A definition of economic distortion goes: an action (of the government) or situation which leads to non-optimal decisions, or that provides biased information to agents that allocate resources.

Taxes (whether negative or positive) are common economic distortions. Negative taxes are levied in Mexico on fuel. However gasoline prices around the world are rising, as a direct result of high oil prices, gasoline in Mexico is considerably cheaper than in the U.S., almost half as cheap.

Several distortions arise as a result, the worst is that the relative price for emissions of CO2 decrease, a growing environmental concern. People drive more since the relative price of driving decreases, thus, the demand for motor vehicles remains constant at best, instead of the expected decrease. There are no incentives for people to buy smaller cars, or for industries to look for alternative energies. Yet another distortion is that the government fails in one of its chief purposes: poverty and inequality of income distribution reduction.

The ministry of finance informed in an official study that 42.9 percent of the gasoline is consumed by the upper income decil. This means that a negative tax in gasoline is recieved by the wealthiest subset of population. Moreover, official projections point that by the end of 2008 this negative tax will add up to 200 thousand millions of pesos (some USD 20 billion), this is more than four fold the yearly federal budget of regional public Universities.

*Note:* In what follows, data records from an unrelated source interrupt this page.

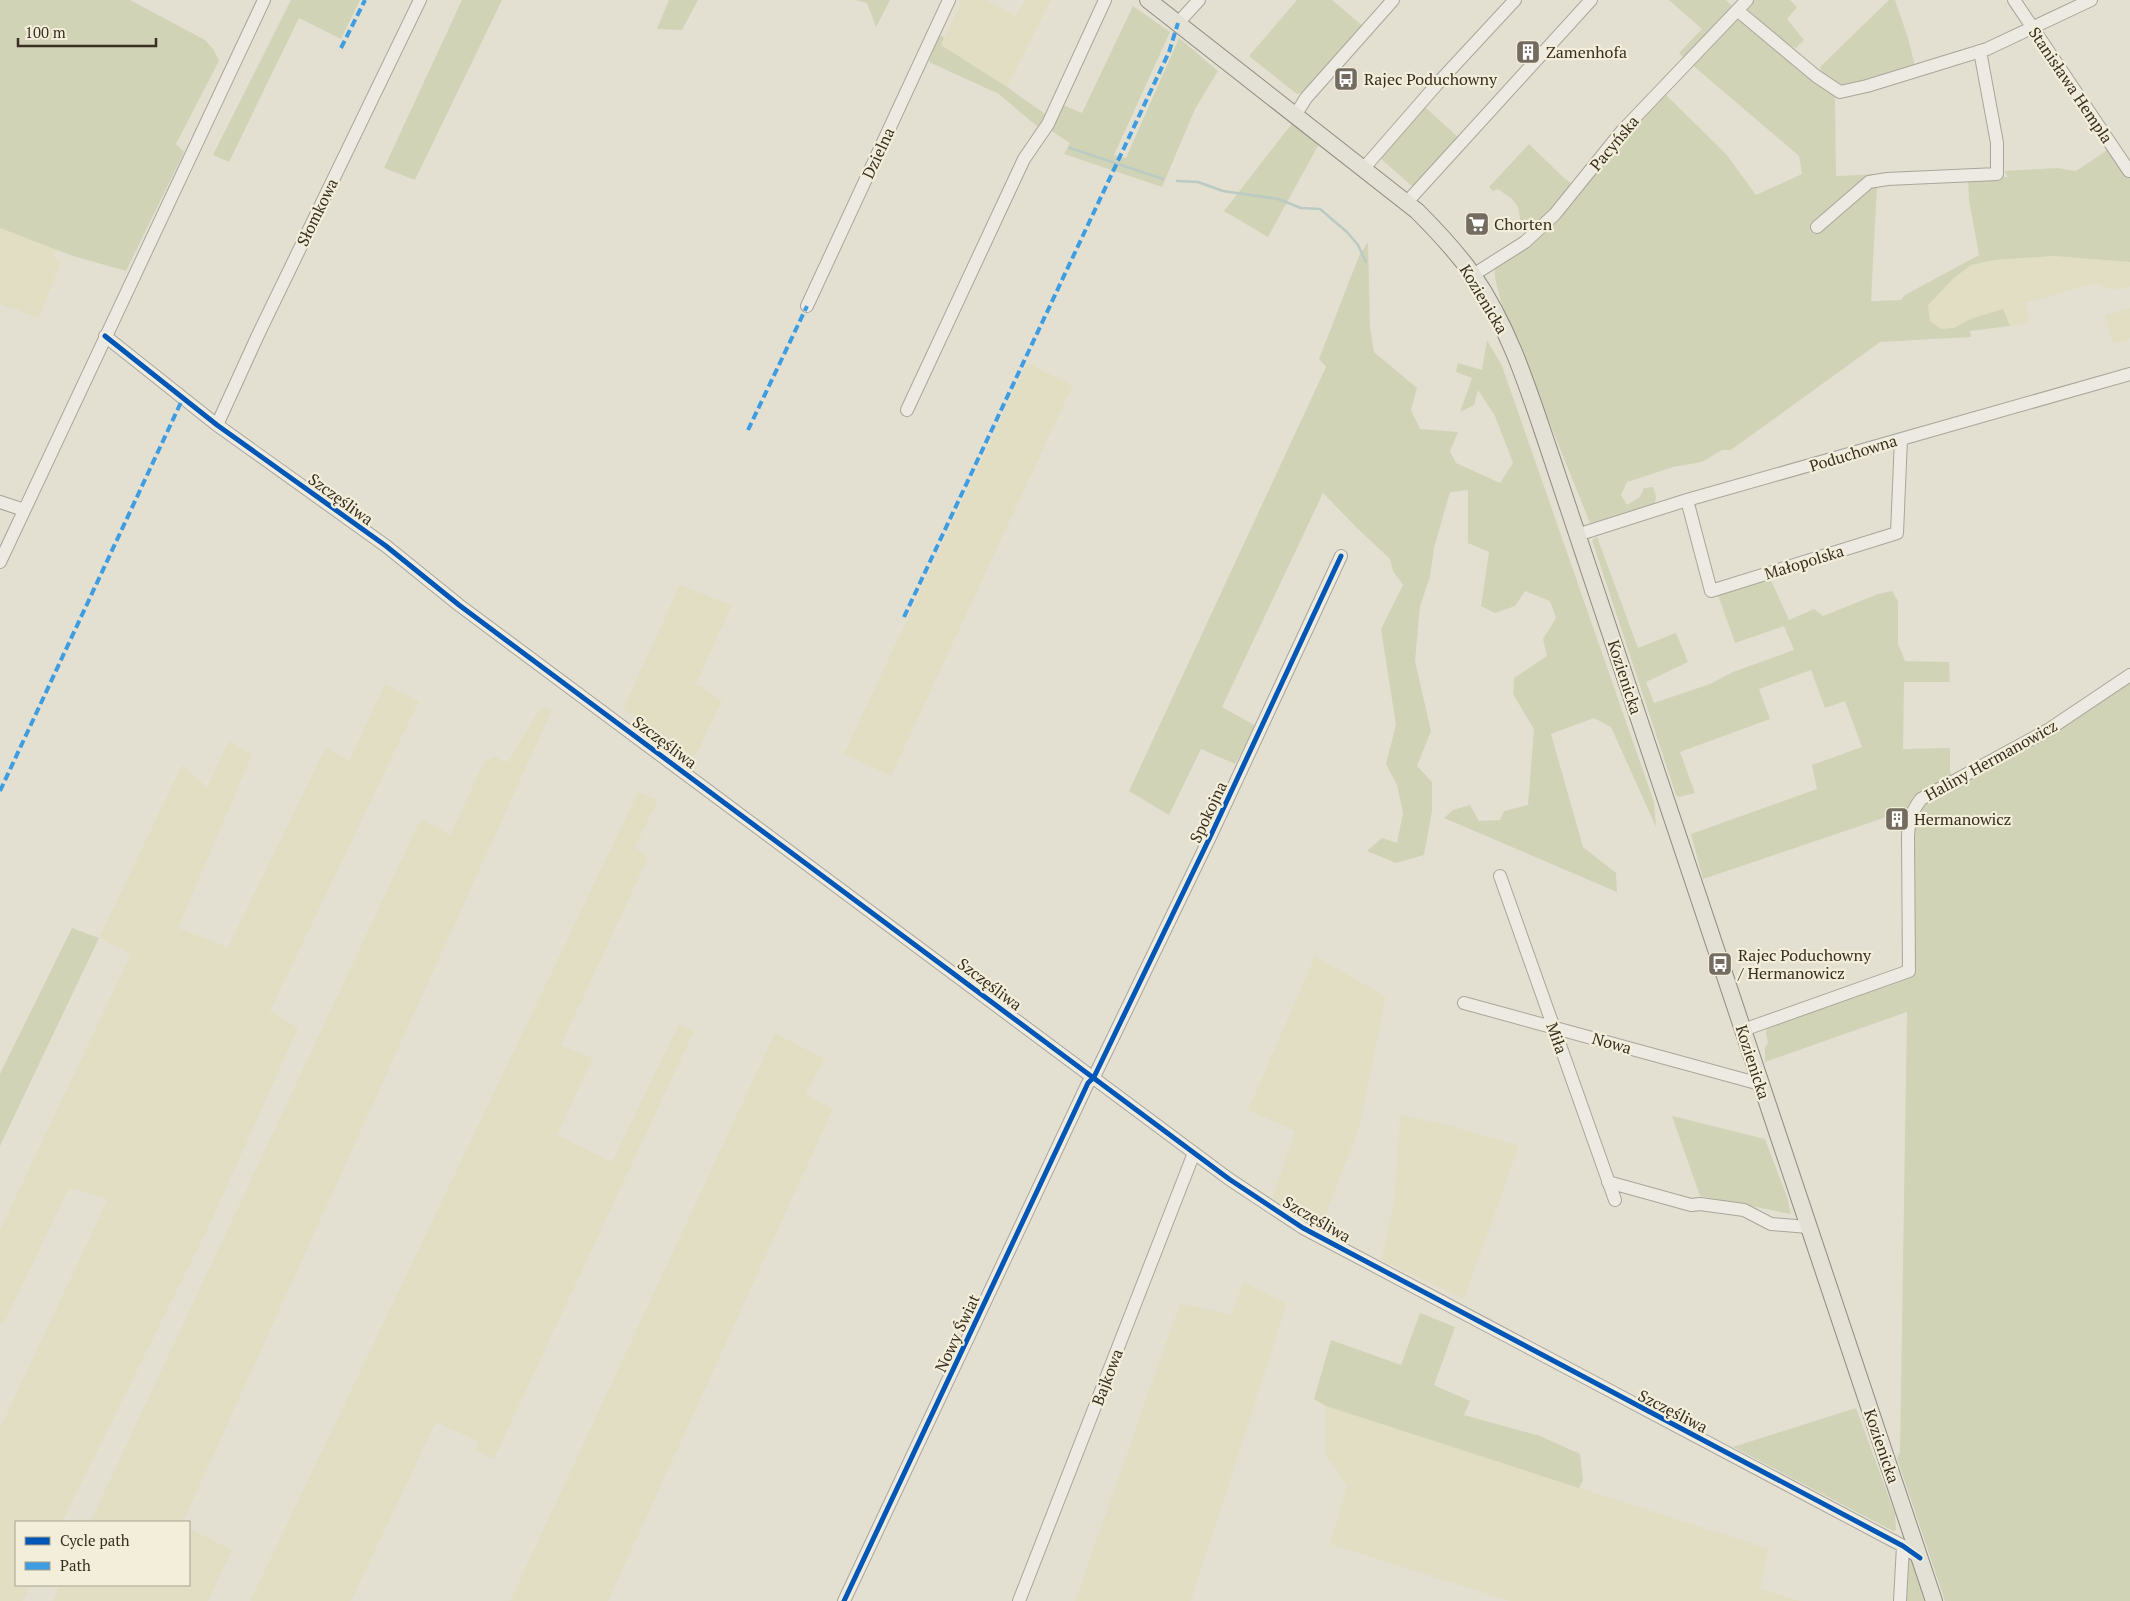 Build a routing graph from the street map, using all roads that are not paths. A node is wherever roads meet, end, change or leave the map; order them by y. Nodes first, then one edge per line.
1 (264, 0) edge
2 (420, 0) edge
3 (949, 0) edge
4 (1105, 0) edge
5 (1148, 0) edge
6 (1198, 0) edge
7 (1394, 0) edge
8 (1515, 0) edge
9 (1591, 0) edge
10 (1747, 0) edge
11 (2014, 0) edge
12 (2091, 0) edge
13 (1737, 10) junction
14 (1178, 23) junction
15 (2033, 28) junction
16 (1980, 51) junction
17 (1296, 114) junction
18 (1364, 168) junction
19 (2129, 171) dead end
20 (1407, 202) junction
21 (1817, 227) dead end
22 (1473, 275) junction
23 (807, 306) dead end
24 (105, 336) junction
25 (2130, 374) edge
26 (907, 410) dead end
27 (217, 425) junction
28 (1901, 439) junction
29 (1687, 500) junction
30 (0, 502) edge
31 (24, 510) junction
32 (1577, 535) junction
33 (1341, 556) dead end
34 (0, 562) edge
35 (2130, 675) edge
36 (1500, 876) dead end
37 (1464, 1003) dead end
38 (1553, 1026) junction
39 (1743, 1030) junction
40 (1094, 1077) junction
41 (1760, 1084) junction
42 (1194, 1153) junction
43 (1608, 1182) junction
44 (1615, 1200) dead end
45 (1808, 1227) junction
46 (1903, 1546) junction
47 (1920, 1558) junction
48 (844, 1601) edge
49 (1019, 1601) edge
50 (1900, 1601) edge
51 (1934, 1601) edge

1 - 24 street
2 - 27 street, Słomkowa
3 - 23 street, Dzielna
4 - 26 street
5 - 14 main road, Kozienicka
6 - 14 street
7 - 17 street
8 - 18 street
9 - 20 street
10 - 13 street, Pacyńska
11 - 15 street, Stanisława Hempla
12 - 15 street
13 - 16 street
13 - 22 street, Pacyńska
14 - 17 main road, Kozienicka
15 - 16 street
15 - 19 street, Stanisława Hempla
16 - 21 street
17 - 18 main road, Kozienicka
18 - 20 main road, Kozienicka
20 - 22 main road, Kozienicka
22 - 32 main road, Kozienicka
24 - 27 street, Szczęśliwa
24 - 31 street
25 - 28 street, Poduchowna
27 - 40 street, Szczęśliwa
28 - 29 street, Poduchowna
28 - 29 street, Małopolska
29 - 32 street, Poduchowna
30 - 31 street
31 - 34 street
32 - 39 main road, Kozienicka
33 - 40 street, Spokojna
35 - 39 street, Haliny Hermanowicz
36 - 38 street, Miła
37 - 38 street, Nowa
38 - 41 street, Nowa
38 - 43 street, Miła
39 - 41 main road, Kozienicka
40 - 42 street, Szczęśliwa
40 - 48 street, Nowy Świat
41 - 45 main road, Kozienicka
42 - 46 street, Szczęśliwa
42 - 49 street, Bajkowa
43 - 44 street, Miła
43 - 45 street
45 - 47 main road, Kozienicka
46 - 47 street, Szczęśliwa
46 - 50 street
47 - 51 main road, Kozienicka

So, where is the rationale of this negative tax? The central bank remains quiet, clearly, because the negative tax contains not only government prices, but also overall inflation, gasoline taxes affect an important number of prices in the economy, this is, relative prices move with gasoline prices. A faster pace of gasoline price increases is to be implemented. But this is not enough to correct all relative prices that are distorted as a result of low gas prices. Take for example the relative price of exports to foreign imports, commonly know as the terms of trade. Since mexican government supplies all gasoline demanded, more than 45 percent is imported implying that any appreciation of mexican peso will be offset by the increasing demand of fuel. 

A welfare asessment such as Kehoe and Serra Puche (1991), concludes that wealth from rural population is transferred to urban population. How can the government asses whether the gains on welfare provided by a stronger peso are not enough to compensate the loss of wealth (even the implicit one of the regressive nature of the negative tax) from high energy prices?

Sunday, August 24, 2008

Presentación

Como es una práctica común ya entre los economistas, aceptando que desconozco otras profesiones, este blog servirá para compartir mis puntos de vista sobre algunos temas, en su mayoría económicos, así como las ideas que surgen a partir de conversaciones con colegas y del análisis de la literatura económica.